Like I said, I don't have the Sentra..yet!!! No pre-owner's manual AFAIK, that's why I'm asking ?? here!

Marc


----------



## caveman (Dec 20, 2003)

MarcKyle64 said:


> Like I said, I don't have the Sentra..yet!!! No pre-owner's manual AFAIK, that's why I'm asking ?? here!
> 
> Marc


That remark was more for muphasta. The owners manual for a 03 Spec V says that the minumum required fuel is 87. Nissan might have changed that for 04-05. You should ask to read the owners manual before you buy the car. 

Just to compare a 04 Mustang GT's compression is 9.4:1 and the Spec V is 9.5:1. Mustang GTs have been running on 87 octain for the longest time now. The Spec V needs premium fuel for the aggressive timming that the ECU can run with when the correct fuel is used and the knock sensor is not going off. If 87 is used, the timming will be retarded so the engine doesn't knock too much. The Spec Vs compression is not too high for 87 octain, it all comes down to the tunning of the ECU and the knock sensor.


----------



## MarcKyle64 (Oct 26, 2004)

caveman said:


> That remark was more for muphasta. The owners manual for a 03 Spec V says that the minumum required fuel is 87. Nissan might have changed that for 04-05. You should ask to read the owners manual before you buy the car.
> 
> Just to compare a 04 Mustang GT's compression is 9.4:1 and the Spec V is 9.5:1. Mustang GTs have been running on 87 octain for the longest time now. The Spec V needs premium fuel for the aggressive timming that the ECU can run with when the correct fuel is used and the knock sensor is not going off. If 87 is used, the timming will be retarded so the engine doesn't knock too much. The Spec Vs compression is not too high for 87 octain, it all comes down to the tunning of the ECU and the knock sensor.



I wish the Spec V had 11.5:1 compression like the Celica GT-S (IIRC), You'd figure that the extra two ratio points would give at least 5 hp, if not 10 extra hp, wouldn't that be cool? There's already the free flowing exhaust and strut tower brace, all I'd need to add would be a CAI setup or a K&N drop in filter. NISMO also has a exhuast header for off road use only (wink-wink), what effect does that have on power? I said I'd keep the motor stock, that doesn't mean I couldn't change external parts!!!


----------



## MarcKyle64 (Oct 26, 2004)

Ohh, by the way, does anyone know what the drag coefficient ratio is for the Sentra? That would be helpful in programming specs into my drag race analyzer program.


----------



## 04SerSpecV (Aug 25, 2004)

MarcKyle64 said:


> Okay, so I edited the top speed on my post, and got some good input about octane, any answers to my other questions?
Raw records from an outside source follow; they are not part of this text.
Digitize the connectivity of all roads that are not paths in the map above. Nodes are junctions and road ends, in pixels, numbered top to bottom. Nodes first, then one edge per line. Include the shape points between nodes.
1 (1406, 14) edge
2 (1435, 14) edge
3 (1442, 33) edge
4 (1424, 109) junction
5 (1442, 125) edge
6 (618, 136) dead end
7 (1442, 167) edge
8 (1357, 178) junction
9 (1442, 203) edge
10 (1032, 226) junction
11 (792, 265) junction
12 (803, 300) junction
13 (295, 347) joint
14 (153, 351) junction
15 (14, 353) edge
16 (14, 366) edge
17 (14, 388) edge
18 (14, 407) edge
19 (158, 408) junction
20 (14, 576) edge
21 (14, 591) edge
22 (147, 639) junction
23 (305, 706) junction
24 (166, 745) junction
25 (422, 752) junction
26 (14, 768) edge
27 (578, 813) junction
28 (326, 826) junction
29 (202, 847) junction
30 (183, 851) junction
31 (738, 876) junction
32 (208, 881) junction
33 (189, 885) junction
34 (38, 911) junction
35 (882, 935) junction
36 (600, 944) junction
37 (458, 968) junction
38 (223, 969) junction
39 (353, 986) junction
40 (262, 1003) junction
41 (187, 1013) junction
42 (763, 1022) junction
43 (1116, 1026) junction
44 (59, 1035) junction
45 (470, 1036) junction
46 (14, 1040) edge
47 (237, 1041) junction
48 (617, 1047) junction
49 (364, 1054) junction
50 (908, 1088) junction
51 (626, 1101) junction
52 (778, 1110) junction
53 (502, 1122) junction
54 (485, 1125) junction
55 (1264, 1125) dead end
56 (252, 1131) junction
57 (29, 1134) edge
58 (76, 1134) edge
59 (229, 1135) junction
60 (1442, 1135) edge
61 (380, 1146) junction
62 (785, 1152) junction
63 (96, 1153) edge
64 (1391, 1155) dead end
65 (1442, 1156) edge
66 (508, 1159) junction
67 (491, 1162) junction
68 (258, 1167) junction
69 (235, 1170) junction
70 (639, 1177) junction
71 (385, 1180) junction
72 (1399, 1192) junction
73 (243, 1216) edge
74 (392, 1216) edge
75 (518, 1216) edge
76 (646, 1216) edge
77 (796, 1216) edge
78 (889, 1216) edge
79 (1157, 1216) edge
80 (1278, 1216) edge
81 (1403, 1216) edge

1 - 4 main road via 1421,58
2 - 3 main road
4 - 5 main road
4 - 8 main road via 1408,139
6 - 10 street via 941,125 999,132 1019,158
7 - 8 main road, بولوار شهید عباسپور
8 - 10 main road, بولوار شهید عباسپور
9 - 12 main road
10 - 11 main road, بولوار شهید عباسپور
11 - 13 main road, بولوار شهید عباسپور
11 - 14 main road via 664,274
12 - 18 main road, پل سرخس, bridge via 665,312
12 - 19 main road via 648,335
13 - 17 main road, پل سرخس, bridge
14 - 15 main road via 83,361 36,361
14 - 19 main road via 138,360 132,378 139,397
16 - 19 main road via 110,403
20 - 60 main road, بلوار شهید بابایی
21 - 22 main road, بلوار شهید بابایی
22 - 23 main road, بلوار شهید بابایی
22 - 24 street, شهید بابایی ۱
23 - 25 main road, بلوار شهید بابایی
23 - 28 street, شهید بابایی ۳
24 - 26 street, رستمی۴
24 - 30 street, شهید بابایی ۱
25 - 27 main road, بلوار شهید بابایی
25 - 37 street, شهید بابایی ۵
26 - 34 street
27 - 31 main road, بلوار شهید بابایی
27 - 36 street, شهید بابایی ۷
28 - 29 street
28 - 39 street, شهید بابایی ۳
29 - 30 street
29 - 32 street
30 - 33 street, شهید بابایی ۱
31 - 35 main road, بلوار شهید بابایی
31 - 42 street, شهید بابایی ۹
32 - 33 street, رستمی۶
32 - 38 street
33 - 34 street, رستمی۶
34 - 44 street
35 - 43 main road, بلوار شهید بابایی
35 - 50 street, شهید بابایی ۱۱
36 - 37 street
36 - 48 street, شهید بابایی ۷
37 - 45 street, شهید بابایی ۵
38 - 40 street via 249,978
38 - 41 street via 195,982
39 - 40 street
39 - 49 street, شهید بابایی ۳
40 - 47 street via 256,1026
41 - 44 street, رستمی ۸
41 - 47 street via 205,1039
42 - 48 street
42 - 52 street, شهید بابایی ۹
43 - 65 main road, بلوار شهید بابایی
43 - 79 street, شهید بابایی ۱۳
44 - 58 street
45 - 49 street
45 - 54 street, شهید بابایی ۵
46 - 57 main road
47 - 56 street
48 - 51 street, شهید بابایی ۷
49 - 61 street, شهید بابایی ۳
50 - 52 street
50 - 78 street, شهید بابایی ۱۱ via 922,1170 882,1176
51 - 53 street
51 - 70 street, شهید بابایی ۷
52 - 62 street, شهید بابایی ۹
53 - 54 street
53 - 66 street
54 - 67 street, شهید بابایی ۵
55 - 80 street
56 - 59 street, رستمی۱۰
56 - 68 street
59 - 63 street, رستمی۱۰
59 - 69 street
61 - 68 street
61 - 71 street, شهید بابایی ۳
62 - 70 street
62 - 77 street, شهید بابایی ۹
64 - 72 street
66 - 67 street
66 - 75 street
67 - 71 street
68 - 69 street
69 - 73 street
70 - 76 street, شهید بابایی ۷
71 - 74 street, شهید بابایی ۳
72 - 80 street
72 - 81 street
The top speed for the specv is 135mph and for your drag question I'm going to tell you what chimmike would say "Don't get the Specv Get a SRT4" is has neon power.


----------



## ReTroAcTive (Oct 21, 2004)

Ok Marckyle If anyone could come up with this info would the 02 and 03 do
better that the 04 and 05.... :thumbup:


----------



## Bob Marley (Sep 13, 2004)

is there really that much of a hp difference between 89 and 93 octane?


----------



## caveman (Dec 20, 2003)

Bob Marley said:


> is there really that much of a hp difference between 89 and 93 octane?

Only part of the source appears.